Di sisi lain, pemerintah juga berupaya menggerakkan ekonomi dari sisi konsumsi rumah tangga melalui kebijakan stimulus sosial. Serapan yang rendah tercermin dari belanja negara terealisasi sebesar Rp2.234,8 triliun atau 63,4 persen dari outlook, namun masih terkontraksi 0,8 persen (yoy).

Secara lebih rinci, belanja pemerintah pusat tercatat Rp1.589,9 triliun atau turun 1,6 persen (yoy), terdiri atas belanja K/L sebesar Rp800,9 triliun, belanja non-K/L sebesar Rp789 triliun, dan transfer ke daerah Rp644,9 triliun.

3. Kinerja ekonomi kuartal II tak sesuai kondisi riil

Ilustrasi APBN (IDN Times/Arief Rahmat)

Hal yang sama diungkapkan oleh Direktur Ekonomi Digital Center of Economic and Law Studies (Celios), Nailul Huda yang mempertanyakan hasil pertumbuhan ekonomi kuartal II yang mencapai 5,12 persen (yoy), setelah merosot tajam di kuartal I. Laju ekonomi pun dinilainya tidak sesuai dengan kondisi rill di lapangan.

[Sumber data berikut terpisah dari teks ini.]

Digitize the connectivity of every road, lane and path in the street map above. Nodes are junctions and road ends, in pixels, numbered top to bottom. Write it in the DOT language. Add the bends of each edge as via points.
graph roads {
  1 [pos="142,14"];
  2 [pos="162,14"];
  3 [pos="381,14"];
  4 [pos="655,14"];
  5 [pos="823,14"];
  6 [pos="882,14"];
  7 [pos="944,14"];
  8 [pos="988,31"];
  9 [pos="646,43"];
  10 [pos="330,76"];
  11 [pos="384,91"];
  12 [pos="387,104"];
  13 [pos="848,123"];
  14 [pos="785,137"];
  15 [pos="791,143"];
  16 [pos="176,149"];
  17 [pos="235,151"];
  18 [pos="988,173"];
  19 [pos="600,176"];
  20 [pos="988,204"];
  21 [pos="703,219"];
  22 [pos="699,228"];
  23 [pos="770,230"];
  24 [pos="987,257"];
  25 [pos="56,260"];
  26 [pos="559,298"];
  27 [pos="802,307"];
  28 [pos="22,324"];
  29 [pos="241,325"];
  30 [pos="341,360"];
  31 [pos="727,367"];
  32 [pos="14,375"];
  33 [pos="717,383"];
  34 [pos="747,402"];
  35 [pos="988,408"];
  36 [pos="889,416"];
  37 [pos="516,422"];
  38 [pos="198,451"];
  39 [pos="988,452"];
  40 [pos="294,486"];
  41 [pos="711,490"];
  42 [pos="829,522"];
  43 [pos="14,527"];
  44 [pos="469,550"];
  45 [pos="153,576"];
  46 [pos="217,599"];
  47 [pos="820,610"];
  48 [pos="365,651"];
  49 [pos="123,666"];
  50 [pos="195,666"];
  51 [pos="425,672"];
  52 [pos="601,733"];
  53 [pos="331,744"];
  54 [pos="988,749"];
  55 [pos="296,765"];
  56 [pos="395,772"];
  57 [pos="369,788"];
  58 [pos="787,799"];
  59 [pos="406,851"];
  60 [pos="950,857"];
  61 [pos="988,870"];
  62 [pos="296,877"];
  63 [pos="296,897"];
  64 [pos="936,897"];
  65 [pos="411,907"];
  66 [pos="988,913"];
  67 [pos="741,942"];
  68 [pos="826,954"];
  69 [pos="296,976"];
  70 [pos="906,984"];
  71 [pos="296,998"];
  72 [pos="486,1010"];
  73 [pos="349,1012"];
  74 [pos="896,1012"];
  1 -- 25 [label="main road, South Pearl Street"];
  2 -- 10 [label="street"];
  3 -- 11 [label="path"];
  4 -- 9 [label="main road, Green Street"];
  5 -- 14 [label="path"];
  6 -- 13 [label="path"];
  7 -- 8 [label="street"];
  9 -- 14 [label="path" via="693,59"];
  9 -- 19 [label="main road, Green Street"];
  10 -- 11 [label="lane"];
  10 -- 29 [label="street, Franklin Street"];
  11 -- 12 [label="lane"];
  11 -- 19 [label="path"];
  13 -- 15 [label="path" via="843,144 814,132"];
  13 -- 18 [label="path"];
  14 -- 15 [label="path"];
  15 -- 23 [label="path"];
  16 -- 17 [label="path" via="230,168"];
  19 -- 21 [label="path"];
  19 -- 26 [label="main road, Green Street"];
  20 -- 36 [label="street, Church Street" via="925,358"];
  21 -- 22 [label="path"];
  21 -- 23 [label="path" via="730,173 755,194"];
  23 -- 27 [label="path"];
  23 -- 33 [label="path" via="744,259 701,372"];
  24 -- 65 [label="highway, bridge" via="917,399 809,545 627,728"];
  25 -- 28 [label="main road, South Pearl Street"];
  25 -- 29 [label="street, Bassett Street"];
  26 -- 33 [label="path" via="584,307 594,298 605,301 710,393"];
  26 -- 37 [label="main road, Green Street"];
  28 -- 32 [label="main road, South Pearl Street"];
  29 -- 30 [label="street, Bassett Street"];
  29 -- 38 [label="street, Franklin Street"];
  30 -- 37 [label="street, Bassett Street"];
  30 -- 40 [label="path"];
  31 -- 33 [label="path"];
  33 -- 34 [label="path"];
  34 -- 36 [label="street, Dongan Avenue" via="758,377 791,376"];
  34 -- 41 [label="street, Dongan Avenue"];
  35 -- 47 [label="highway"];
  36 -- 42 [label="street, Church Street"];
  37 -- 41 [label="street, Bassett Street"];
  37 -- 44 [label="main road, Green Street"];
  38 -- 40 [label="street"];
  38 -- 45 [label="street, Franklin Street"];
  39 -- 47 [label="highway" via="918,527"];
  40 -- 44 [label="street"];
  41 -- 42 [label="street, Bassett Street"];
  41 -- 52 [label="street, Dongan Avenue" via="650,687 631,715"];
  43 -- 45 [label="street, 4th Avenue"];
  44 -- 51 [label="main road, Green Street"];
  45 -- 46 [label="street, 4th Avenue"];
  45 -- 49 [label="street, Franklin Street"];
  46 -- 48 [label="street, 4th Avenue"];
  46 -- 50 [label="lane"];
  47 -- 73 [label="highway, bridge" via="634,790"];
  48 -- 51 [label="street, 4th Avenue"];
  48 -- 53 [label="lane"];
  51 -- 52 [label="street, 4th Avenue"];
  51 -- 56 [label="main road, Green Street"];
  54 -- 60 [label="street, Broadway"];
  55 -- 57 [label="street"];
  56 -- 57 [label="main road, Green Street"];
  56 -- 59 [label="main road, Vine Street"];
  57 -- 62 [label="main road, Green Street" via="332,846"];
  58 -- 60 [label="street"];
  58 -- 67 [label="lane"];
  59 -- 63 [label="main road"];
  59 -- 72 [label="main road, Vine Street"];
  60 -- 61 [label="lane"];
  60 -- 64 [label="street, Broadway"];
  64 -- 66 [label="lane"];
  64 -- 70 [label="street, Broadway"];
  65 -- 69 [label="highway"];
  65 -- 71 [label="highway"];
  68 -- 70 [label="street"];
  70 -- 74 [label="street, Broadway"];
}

“Indikator lain justru menunjukkan ekonomi sedang tidak baik. Jadi, angka 5,12 persen itu tampak tidak sejalan dengan kondisi riil di lapangan,” ujarnya.

Kemudian kondisi daya beli masyarakat juga tertekan. Indeks Keyakinan Konsumen (IKK) turun ke 115 pada September 2025, terendah sejak April 2022.

Pelemahan ini berdampak pada stagnasi pertumbuhan konsumsi rumah tangga yang hanya bergerak di kisaran 4,97–4,98 persen, tidak mampu menembus 5 persen. Padahal, konsumsi rumah tangga selama ini menjadi penopang utama pertumbuhan ekonomi nasional.